GaN now sells its semiconductors to more than 2,000 clients, and its products have caught the attention of household names in automaking and electronics manufacturing, including BMW – which has a sizable investment in the Kanata firm through its i Ventures arm – Siemens, Samsung and Dell. The firm has raised $230 million in venture capital over the past four years to fuel its expansion, with $190 million of that total coming courtesy of Boston-based financial services giant Fidelity Investments last November.

“They’re a great partner for us to grow the company with,” says Witham, adding a hefty chunk of the new funding will be poured into boosting the firm’s R&D and sales teams as GaN pushes into new markets and continues to refine its high-tech transistors.

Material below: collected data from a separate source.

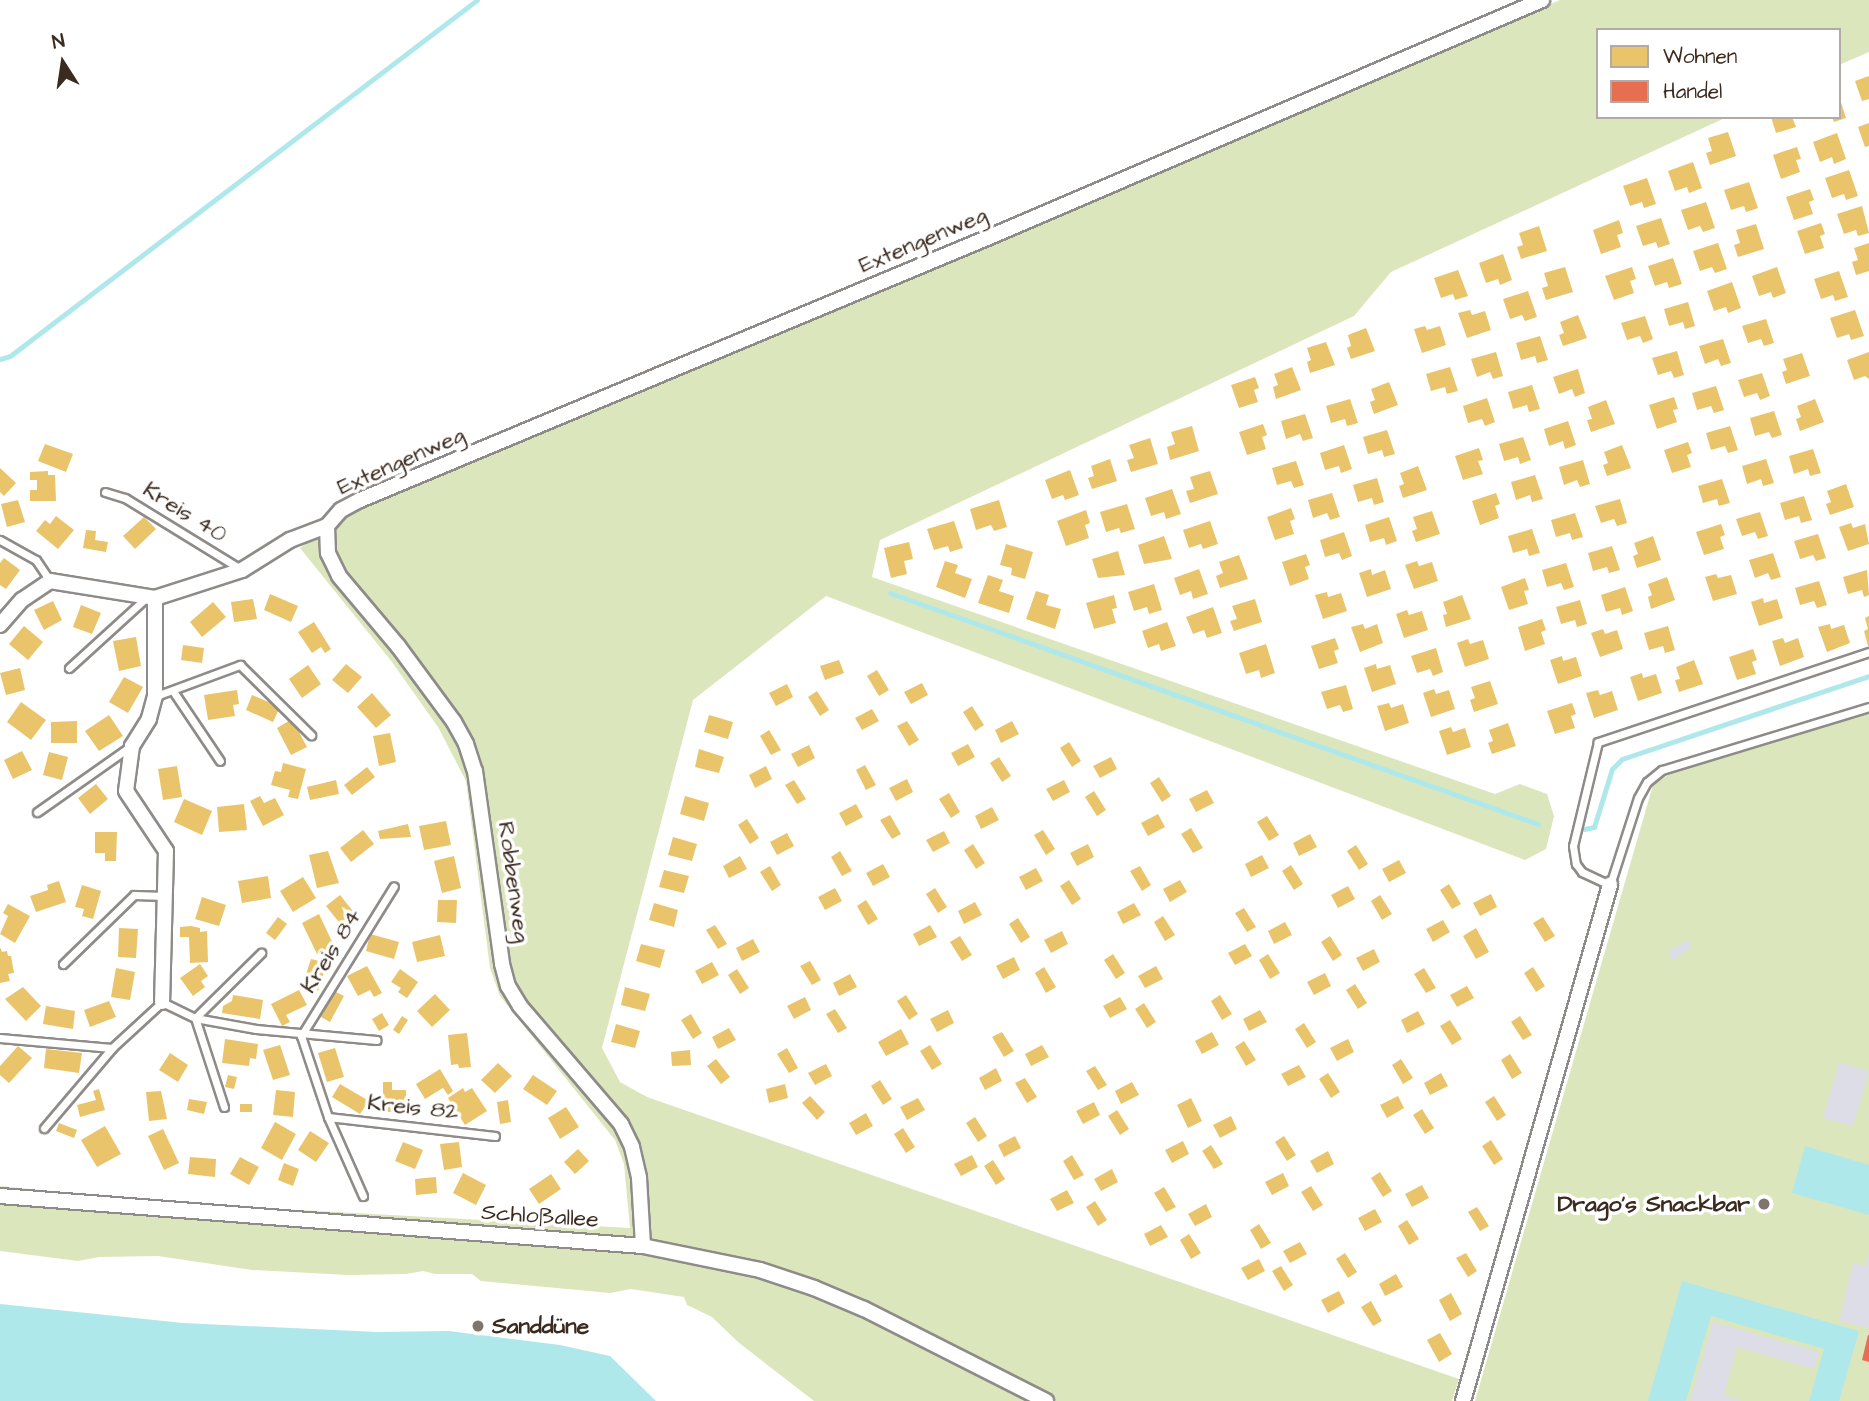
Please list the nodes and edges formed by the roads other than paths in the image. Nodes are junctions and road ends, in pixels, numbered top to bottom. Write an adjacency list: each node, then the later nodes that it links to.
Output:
1 (1542, 0): 3 (street, Extengenweg)
2 (105, 492): 5 (lane, Kreis 40)
3 (327, 526): 5 (street, Extengenweg); 35 (street, Robbenweg)
4 (0, 540): 6 (lane)
5 (242, 570): 7 (street, Extengenweg)
6 (50, 581): 7 (street); 8 (street)
7 (151, 598): 10 (lane); 12 (street)
8 (0, 625)
9 (1869, 652): 18 (lane)
10 (69, 668)
11 (173, 691): 12 (lane); 14 (lane); 16 (lane)
12 (155, 696): 15 (street)
13 (1869, 707): 18 (lane)
14 (311, 735)
15 (132, 746): 17 (lane); 20 (street)
16 (220, 761)
17 (37, 812)
18 (1610, 885): 37 (street)
19 (394, 886): 25 (lane, Kreis 84)
20 (166, 896): 22 (lane); 23 (street)
21 (261, 953): 24 (lane)
22 (63, 964)
23 (162, 1002): 24 (lane); 28 (lane)
24 (195, 1018): 25 (lane); 29 (lane)
25 (301, 1036): 27 (lane); 30 (lane)
26 (0, 1038): 28 (lane)
27 (376, 1041)
28 (112, 1048): 31 (lane)
29 (224, 1107)
30 (328, 1117): 32 (lane, Kreis 82); 34 (lane)
31 (44, 1128)
32 (495, 1136)
33 (0, 1196): 35 (street, Schloßallee)
34 (363, 1196)
35 (643, 1246): 36 (street, Schloßallee)
36 (1046, 1401)
37 (1463, 1401)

Gallium nitride – or GaN, as it’s commonly known – is a byproduct of aluminum and zinc production known for its high heat capacity and conductivity. Not only are GaN transistors faster than their silicon-based cousins, they are also lighter and shed less energy in the form of heat during the power conversion process.

That’s a winning combination for auto manufacturers like BMW, Toyota and nascent Arkansas-based electric carmaker Canoo as they ramp up production of EVs and develop self-driving cars with sensors that constantly transmit and receive data from the cloud – a process that requires a great deal of energy.

Rapid revenue growth

“You don’t waste as much power,” sums up Witham when asked to compare GaN’s hardware with old-school semiconductors. “You save material, you save energy, you save money.”

It’s a recipe for success that’s been paying off since the company entered the market in 2015. 

Now at more than 150 employees, GaN doubled its headcount last year and is on pace to duplicate that feat again in 2022. In Deloitte’s 2021 list of the 500 fastest-growing technology companies in North America, GaN led all semiconductor manufacturers with three-year revenue growth of 485 per cent.

Noting that power transistors are the “fundamental building block” of everything from smartphone chargers to automobile sound systems, Witham says the global transistor market is projected to be worth $17 billion by 2025. He sees no reason why GaN can’t take a significant chunk of that business.

“It cuts across all marketplaces,” Witham says of GaN’s sales potential. “Having the best transistor in a $17-billion market, there’s a lot of room for growth.”

Indeed, market tailwinds are propelling GaN into rarified air that now sees the company occupying the same office complex as Calian, which ranks just ahead of Kinaxis as Ottawa’s second-largest publicly traded company behind only Shopify. 

Even so, Witham also sees some of GaN’s much larger rivals in the semiconductor space, including Intel and Qualcomm, quickly approaching in his rear-view mirror as they acquire competitors and rev up their own R&D efforts.

But if the veteran tech leader is worried, he’s not showing it.

“All the big semiconductor companies in the world are figuring out what their GaN strategy is and how they can compete in this marketplace,” he says. “So we have to roll up our sleeves and be able to fight above our weight with some of the biggest semiconductor companies around the world. We’ve done a pretty good job of it so far.”